Vor einigen Tagen hat Kurt Bock, der geschäftsführende Direktor der Firma davor gewarnt, dass das Werk in Ludwigshafen bald gezwungen sein könnte zu schließen und die Arbeitsplätze aus Deutschland anderswohin zu verlagern. Der Grund hierfür seien die rasant steigenden Energiekosten und die lähmenden grünen Abgaben, die benutzt werden, um ‚Erneuerbare‘ wie Windparks zu bezahlen. Angesichts der verglichen mit den USA doppelt so hohen Energiepreise, die wahrscheinlich immer weiter steigen werden, ist es an der Zeit, die ‚Wettbewerbsfähigkeit des Standortes‘ neu zu überdenken.

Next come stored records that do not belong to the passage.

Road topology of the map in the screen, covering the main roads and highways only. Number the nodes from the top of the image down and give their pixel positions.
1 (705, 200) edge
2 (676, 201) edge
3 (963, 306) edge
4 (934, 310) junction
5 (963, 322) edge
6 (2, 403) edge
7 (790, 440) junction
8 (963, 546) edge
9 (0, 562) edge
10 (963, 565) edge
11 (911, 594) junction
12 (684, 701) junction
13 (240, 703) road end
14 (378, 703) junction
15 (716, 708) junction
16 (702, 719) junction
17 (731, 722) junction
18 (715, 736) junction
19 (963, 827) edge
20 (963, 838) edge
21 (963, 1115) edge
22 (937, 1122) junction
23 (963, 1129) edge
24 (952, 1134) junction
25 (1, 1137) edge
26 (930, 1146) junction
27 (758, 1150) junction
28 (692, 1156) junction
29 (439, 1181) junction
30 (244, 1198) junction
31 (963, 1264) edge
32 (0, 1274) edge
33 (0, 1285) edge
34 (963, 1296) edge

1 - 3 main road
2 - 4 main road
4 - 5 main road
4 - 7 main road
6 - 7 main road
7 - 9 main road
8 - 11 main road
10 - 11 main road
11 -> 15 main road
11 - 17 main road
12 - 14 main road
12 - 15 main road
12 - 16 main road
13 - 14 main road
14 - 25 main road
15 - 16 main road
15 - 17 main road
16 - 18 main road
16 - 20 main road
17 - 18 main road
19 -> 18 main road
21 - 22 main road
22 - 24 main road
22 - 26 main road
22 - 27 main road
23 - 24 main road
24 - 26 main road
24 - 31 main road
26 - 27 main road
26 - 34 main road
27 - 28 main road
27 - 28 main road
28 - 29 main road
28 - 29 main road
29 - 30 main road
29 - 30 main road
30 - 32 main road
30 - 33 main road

Die britischen Konkurrenten von BASF sollten sich darob nicht bequem zurücklehnen. Jahrelang hat UK wie Deutschland grüner Energie den Vorzug vor billiger Energie gegeben – und den Versorgern von fossilen Treibstoffen eine Vorschrift nach der anderen, eine grüne Abgabe nach der Anderen auferlegt. In Deutschland werden die Auswirkungen jetzt immer offensichtlicher: Die Opferung der Industrie auf dem Altar des Umweltaktivismus‘. Es kann wie wirtschaftlicher Selbstmord klingen, aber das ist genau die Politik, die die Regierung von David Cameron verfolgt.

Energie steht inzwischen zentral im Mittelpunkt britischer Politik, ein Thema, dem durch Ed Millibands Versprechen, die Energiekosten der Haushalte einzufrieren, Leben eingehaucht worden ist. Seine Politik ist total populistisch, haben sich doch die Gas- und Strompreise während der letzten zehn Jahre in etwa verdreifacht. Jetzt naht der Winter, und die Wahl zwischen Heizen oder Essen [Wortspiel: heating or eating] ist kein abstrakter Slogan mehr, sondern ein tägliches Dilemma. Jeden Winter sterben in UK etwa 25.000 Menschen durch die Kälte.

Aber die Debatte war bizarr. Politiker auf allen Seiten des Unterhauses haben Spaß daran gehabt, auf die Großen Sechs Energieunternehmen einzuschlagen ohne ihre eigene Schuld  zu erwähnen. Milliband spricht davon, die Energiebosse zu zwingen, ihr Einkommen zu beschneiden. Inzwischen schlagen David Cameron und Ed Davey, der liberaldemokratische Minister der Klimaänderung, als Antwort vor, mit Schemata wie ‚Öko‘-Abgaben herumzufuchteln, um damit die Wärmedämmung der Häuser zu subventionieren. Außerdem sollen sie nicht mehr Treibstoffrechnungen bezahlen, sondern einer allgemeinen Besteuerung unterworfen werden. Das soll die Rechnungen um 7% verbilligen. Nichts, was egal von welcher Seite vorgeschlagen wird, wird zu mehr führen als einer vorübergehenden kosmetischen Differenz.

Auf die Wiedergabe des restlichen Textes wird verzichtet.